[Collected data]

- - -

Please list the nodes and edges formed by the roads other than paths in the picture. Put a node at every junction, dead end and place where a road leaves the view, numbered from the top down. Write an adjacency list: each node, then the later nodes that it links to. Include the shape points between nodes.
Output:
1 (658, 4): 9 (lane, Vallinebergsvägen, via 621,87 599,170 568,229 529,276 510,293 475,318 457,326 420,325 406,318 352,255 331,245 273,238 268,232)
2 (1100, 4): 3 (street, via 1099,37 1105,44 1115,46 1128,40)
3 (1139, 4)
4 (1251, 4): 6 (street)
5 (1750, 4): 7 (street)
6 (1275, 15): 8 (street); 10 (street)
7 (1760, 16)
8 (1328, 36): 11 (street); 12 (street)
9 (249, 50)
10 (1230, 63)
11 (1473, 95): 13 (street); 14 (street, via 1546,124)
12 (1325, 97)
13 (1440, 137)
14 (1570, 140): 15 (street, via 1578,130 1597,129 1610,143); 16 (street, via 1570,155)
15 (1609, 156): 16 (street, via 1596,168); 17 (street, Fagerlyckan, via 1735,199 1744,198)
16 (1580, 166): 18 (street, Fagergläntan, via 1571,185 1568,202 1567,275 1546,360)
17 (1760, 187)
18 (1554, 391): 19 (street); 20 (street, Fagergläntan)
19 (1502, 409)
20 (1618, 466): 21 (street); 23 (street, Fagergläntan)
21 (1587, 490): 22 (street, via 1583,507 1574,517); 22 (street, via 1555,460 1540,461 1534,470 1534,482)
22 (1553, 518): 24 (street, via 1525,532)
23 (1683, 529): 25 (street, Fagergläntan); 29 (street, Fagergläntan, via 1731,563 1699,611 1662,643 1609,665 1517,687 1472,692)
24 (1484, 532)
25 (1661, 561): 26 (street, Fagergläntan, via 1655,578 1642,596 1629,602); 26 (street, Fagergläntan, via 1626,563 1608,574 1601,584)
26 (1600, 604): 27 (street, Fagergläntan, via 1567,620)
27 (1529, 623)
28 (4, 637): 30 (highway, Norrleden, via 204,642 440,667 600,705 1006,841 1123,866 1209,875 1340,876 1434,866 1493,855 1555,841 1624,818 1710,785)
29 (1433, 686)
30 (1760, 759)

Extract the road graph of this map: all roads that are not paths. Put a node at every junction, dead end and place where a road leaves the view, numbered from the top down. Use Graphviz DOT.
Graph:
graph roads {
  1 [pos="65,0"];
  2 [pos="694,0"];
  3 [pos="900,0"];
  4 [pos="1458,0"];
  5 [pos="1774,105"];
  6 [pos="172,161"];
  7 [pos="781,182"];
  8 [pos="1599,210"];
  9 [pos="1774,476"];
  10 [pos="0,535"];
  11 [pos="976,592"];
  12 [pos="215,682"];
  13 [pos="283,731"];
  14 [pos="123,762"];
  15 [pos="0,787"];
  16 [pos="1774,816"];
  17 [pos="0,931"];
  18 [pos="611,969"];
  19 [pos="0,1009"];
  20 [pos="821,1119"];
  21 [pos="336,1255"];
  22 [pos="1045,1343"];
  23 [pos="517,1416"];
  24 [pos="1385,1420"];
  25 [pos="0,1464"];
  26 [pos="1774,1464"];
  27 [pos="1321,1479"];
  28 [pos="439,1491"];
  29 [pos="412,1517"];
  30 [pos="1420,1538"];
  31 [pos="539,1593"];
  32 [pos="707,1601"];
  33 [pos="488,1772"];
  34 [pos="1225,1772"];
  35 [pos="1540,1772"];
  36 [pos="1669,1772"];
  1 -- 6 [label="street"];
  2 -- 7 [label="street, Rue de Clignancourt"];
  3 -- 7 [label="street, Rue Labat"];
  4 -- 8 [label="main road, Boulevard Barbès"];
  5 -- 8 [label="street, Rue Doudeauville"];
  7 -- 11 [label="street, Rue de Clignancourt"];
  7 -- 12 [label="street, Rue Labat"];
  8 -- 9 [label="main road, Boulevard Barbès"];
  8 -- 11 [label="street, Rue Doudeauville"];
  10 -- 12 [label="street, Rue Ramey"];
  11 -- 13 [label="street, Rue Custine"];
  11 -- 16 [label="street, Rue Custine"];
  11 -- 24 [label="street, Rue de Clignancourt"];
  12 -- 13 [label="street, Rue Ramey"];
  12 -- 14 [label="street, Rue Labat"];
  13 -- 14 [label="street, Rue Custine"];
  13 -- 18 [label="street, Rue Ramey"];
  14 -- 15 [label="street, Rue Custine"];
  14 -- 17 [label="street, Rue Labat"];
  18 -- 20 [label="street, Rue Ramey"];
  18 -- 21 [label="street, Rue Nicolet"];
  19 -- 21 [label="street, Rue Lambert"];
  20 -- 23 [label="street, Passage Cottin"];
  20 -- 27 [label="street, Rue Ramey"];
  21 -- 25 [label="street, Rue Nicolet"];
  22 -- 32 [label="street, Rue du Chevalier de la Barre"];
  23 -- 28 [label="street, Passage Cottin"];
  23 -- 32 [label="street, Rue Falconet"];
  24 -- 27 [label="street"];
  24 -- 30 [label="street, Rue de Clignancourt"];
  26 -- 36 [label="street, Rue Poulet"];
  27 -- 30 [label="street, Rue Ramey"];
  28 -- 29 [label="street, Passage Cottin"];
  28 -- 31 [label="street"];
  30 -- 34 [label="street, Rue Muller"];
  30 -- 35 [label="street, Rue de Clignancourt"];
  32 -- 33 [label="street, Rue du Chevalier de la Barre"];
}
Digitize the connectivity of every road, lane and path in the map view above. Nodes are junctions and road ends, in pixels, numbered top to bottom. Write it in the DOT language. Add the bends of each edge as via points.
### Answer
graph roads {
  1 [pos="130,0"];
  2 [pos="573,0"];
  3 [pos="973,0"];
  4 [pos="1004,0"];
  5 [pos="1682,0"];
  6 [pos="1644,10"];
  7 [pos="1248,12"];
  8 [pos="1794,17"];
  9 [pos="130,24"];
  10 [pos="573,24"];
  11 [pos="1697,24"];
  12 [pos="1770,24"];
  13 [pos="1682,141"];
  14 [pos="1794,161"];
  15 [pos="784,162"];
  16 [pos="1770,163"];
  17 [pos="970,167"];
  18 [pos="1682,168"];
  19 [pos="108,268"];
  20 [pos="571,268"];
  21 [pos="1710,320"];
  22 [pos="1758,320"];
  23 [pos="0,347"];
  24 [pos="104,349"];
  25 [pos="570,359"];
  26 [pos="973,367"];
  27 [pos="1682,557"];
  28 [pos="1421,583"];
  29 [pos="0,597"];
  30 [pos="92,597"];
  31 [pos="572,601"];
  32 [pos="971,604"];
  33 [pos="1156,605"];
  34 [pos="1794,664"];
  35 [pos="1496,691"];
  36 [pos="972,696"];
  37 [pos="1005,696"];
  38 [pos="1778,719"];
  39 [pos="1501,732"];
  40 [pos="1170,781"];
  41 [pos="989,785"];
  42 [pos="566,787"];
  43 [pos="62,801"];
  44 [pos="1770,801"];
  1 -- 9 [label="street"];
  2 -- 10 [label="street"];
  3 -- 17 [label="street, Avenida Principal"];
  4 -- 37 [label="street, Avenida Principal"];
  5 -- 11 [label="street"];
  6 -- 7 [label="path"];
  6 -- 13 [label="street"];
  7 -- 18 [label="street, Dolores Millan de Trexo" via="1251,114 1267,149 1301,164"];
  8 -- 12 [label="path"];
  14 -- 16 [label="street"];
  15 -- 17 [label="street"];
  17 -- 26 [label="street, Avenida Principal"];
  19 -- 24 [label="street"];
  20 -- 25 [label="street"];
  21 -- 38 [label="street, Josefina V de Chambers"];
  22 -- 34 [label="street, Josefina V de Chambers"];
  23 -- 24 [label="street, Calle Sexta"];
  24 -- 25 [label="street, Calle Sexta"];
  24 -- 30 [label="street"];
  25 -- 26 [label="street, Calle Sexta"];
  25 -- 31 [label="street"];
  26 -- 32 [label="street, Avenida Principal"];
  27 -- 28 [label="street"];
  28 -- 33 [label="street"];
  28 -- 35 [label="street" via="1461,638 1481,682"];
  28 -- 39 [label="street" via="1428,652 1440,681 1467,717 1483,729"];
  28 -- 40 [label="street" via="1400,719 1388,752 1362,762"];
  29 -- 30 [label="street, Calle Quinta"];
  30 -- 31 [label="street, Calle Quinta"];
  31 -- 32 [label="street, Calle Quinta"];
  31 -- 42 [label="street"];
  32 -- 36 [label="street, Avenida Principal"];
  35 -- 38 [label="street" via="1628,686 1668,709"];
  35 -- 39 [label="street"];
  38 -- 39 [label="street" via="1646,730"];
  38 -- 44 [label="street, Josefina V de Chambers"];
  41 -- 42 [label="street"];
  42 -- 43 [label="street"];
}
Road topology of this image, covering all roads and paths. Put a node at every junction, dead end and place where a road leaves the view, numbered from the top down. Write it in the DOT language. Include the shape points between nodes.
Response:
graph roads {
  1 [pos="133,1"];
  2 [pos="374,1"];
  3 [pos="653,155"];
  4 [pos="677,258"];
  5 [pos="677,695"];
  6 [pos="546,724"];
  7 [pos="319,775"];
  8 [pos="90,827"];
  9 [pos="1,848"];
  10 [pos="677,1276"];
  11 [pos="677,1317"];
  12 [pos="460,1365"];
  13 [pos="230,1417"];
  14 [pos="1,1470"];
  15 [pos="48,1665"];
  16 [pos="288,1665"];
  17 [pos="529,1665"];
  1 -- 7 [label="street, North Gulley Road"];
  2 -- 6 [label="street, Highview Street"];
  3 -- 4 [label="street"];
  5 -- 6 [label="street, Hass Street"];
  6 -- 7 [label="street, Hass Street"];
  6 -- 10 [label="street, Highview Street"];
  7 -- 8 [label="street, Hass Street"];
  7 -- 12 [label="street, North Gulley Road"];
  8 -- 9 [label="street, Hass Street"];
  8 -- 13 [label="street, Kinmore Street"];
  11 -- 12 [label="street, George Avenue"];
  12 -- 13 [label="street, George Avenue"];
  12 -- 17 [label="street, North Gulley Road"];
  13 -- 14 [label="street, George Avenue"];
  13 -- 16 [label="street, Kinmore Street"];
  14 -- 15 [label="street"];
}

- - -

* _Work order_
How many lines of the entries above hold the string "Nicolet"? Reply with the number alone.

* _Answer box_
2